A user application is predominately defined, and provided to a PRS system is a set of knowledge areas. Each knowledge area is a piece of procedural knowledge that specifies how to do something, e.g., how to navigate down a corridor, or how to plan a path (in contrast with robotic architectures where the programmer just provides a model of what the states of the world are and how the agent's primitive actions affect them). Such a program, together with a PRS interpreter, is used to control the agent.
The interpreter is responsible for maintaining beliefs about the world state, choosing which goals to attempt to achieve next, and choosing which knowledge area to apply in the current situation. How exactly these operations are performed might depend on domain-specific meta-level knowledge areas. Unlike traditional AI planning systems that generate a complete plan at the beginning, and replan if unexpected things happen, PRS interleaves planning and doing actions in the world. At any point, the system might only have a partially specified plan for the future.

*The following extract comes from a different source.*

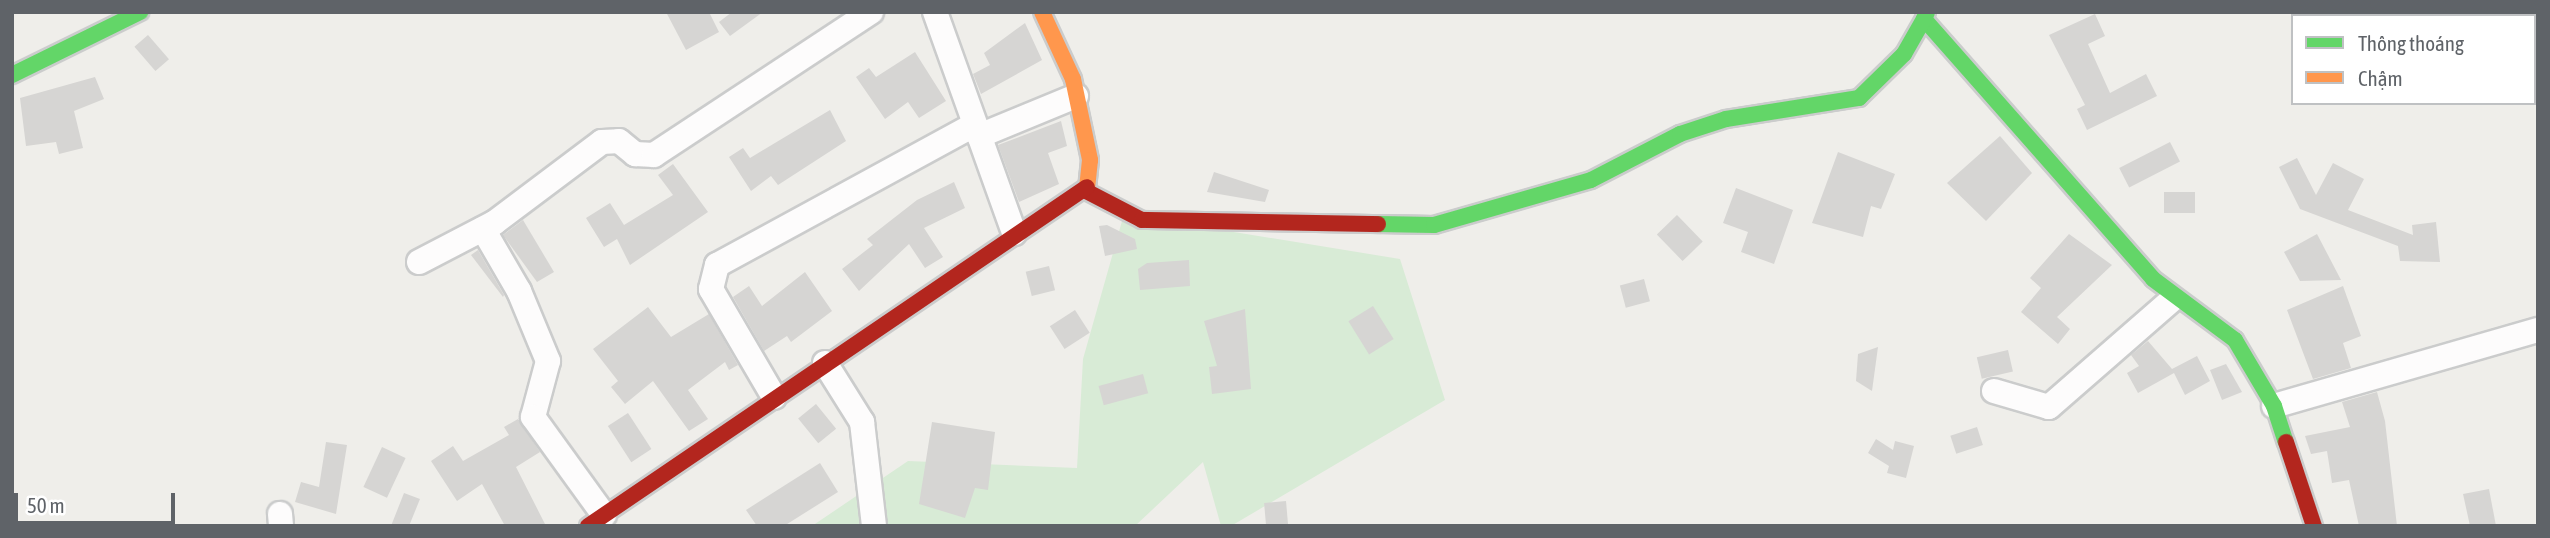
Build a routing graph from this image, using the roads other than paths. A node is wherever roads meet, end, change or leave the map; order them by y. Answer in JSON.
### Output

PRS is based on the BDI or belief–desire–intention framework for intelligent agents. Beliefs consist of what the agent believes to be true about the current state of the world, desires consist of the agent's goals, and intentions consist of the agent's current plans for achieving those goals. Furthermore, each of these three components is typically explicitly represented somewhere within the memory of the PRS agent at runtime, which is in contrast to purely reactive systems, such as the subsumption architecture.

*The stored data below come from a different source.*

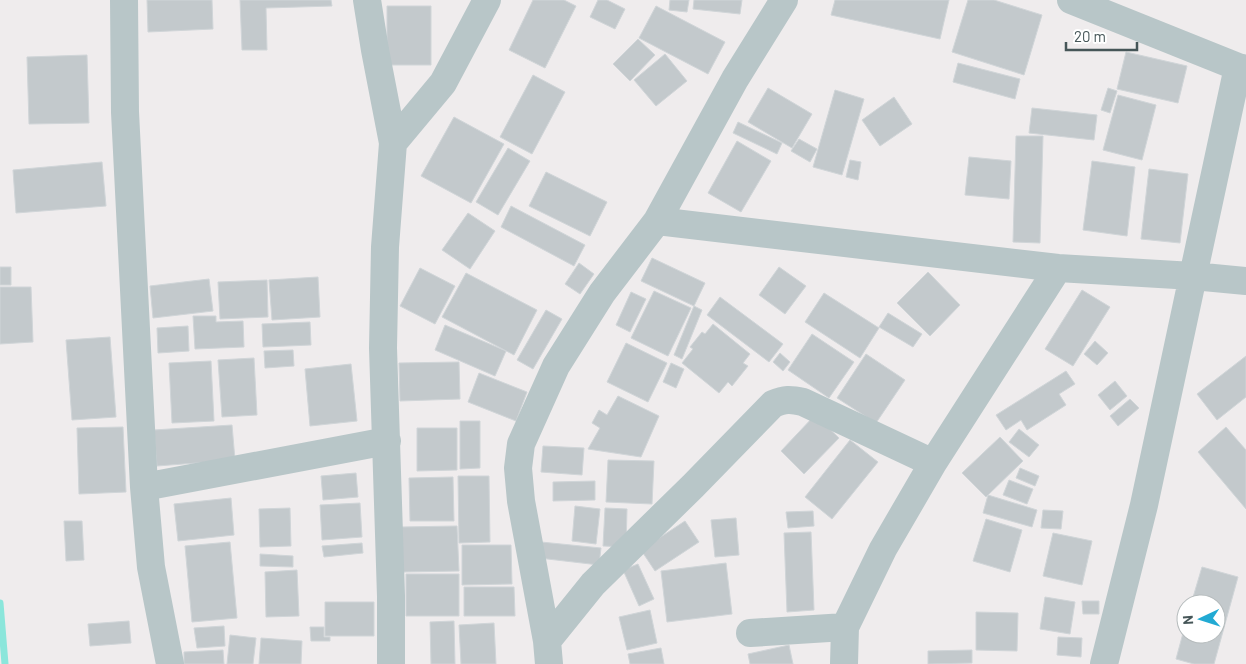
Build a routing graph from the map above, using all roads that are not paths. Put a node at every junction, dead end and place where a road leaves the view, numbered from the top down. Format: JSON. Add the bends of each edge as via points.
{"nodes":[{"id":1,"x":124,"y":0,"type":"edge"},
{"id":2,"x":367,"y":0,"type":"edge"},
{"id":3,"x":487,"y":0,"type":"edge"},
{"id":4,"x":784,"y":0,"type":"edge"},
{"id":5,"x":1071,"y":0,"type":"edge"},
{"id":6,"x":1242,"y":68,"type":"edge"},
{"id":7,"x":393,"y":143,"type":"junction"},
{"id":8,"x":657,"y":220,"type":"junction"},
{"id":9,"x":1058,"y":268,"type":"junction"},
{"id":10,"x":1193,"y":276,"type":"junction"},
{"id":11,"x":1246,"y":281,"type":"edge"},
{"id":12,"x":387,"y":440,"type":"junction"},
{"id":13,"x":933,"y":463,"type":"junction"},
{"id":14,"x":144,"y":487,"type":"junction"},
{"id":15,"x":845,"y":627,"type":"junction"},
{"id":16,"x":750,"y":633,"type":"dead end"},
{"id":17,"x":548,"y":652,"type":"edge"},
{"id":18,"x":170,"y":664,"type":"edge"},
{"id":19,"x":391,"y":664,"type":"edge"},
{"id":20,"x":844,"y":664,"type":"edge"},
{"id":21,"x":1104,"y":664,"type":"edge"}],
"edges":[{"from":1,"to":14,"type":"street","via":[[125,112]]},
{"from":2,"to":7,"type":"street"},
{"from":3,"to":7,"type":"street","via":[[443,83]]},
{"from":4,"to":8,"type":"street","via":[[735,78]]},
{"from":5,"to":6,"type":"street"},
{"from":6,"to":10,"type":"street"},
{"from":7,"to":12,"type":"street","via":[[385,247],[383,348]]},
{"from":8,"to":9,"type":"street"},
{"from":8,"to":17,"type":"street","via":[[602,293],[556,366],[521,444],[518,468],[521,501]]},
{"from":9,"to":10,"type":"street"},
{"from":9,"to":13,"type":"street"},
{"from":10,"to":11,"type":"street"},
{"from":10,"to":21,"type":"street","via":[[1144,505]]},
{"from":12,"to":14,"type":"street"},
{"from":12,"to":19,"type":"street"},
{"from":13,"to":15,"type":"street","via":[[882,549]]},
{"from":13,"to":17,"type":"street","via":[[803,402],[781,400],[772,404],[593,584]]},
{"from":14,"to":18,"type":"street","via":[[151,567]]},
{"from":15,"to":16,"type":"street"},
{"from":15,"to":20,"type":"street"}]}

The system architecture of SRI's PRS includes the following components:
Database for beliefs about the world, represented using first order predicate calculus.
Goals to be realized by the system as conditions over an interval of time on internal and external state descriptions (desires).
Knowledge areas (KAs) or plans that define sequences of low-level actions toward achieving a goal in specific situations.
Intentions that include those KAs that have been selected for current and eventual execution.
Interpreter or inference mechanism that manages the system.
Features
SRI's PRS was developed for embedded application in dynamic and real-time environments. As such it specifically addressed the limitations of other contemporary control and reasoning architectures like expert systems and the blackboard system. The following define the general requirements for the development of their PRS:[1]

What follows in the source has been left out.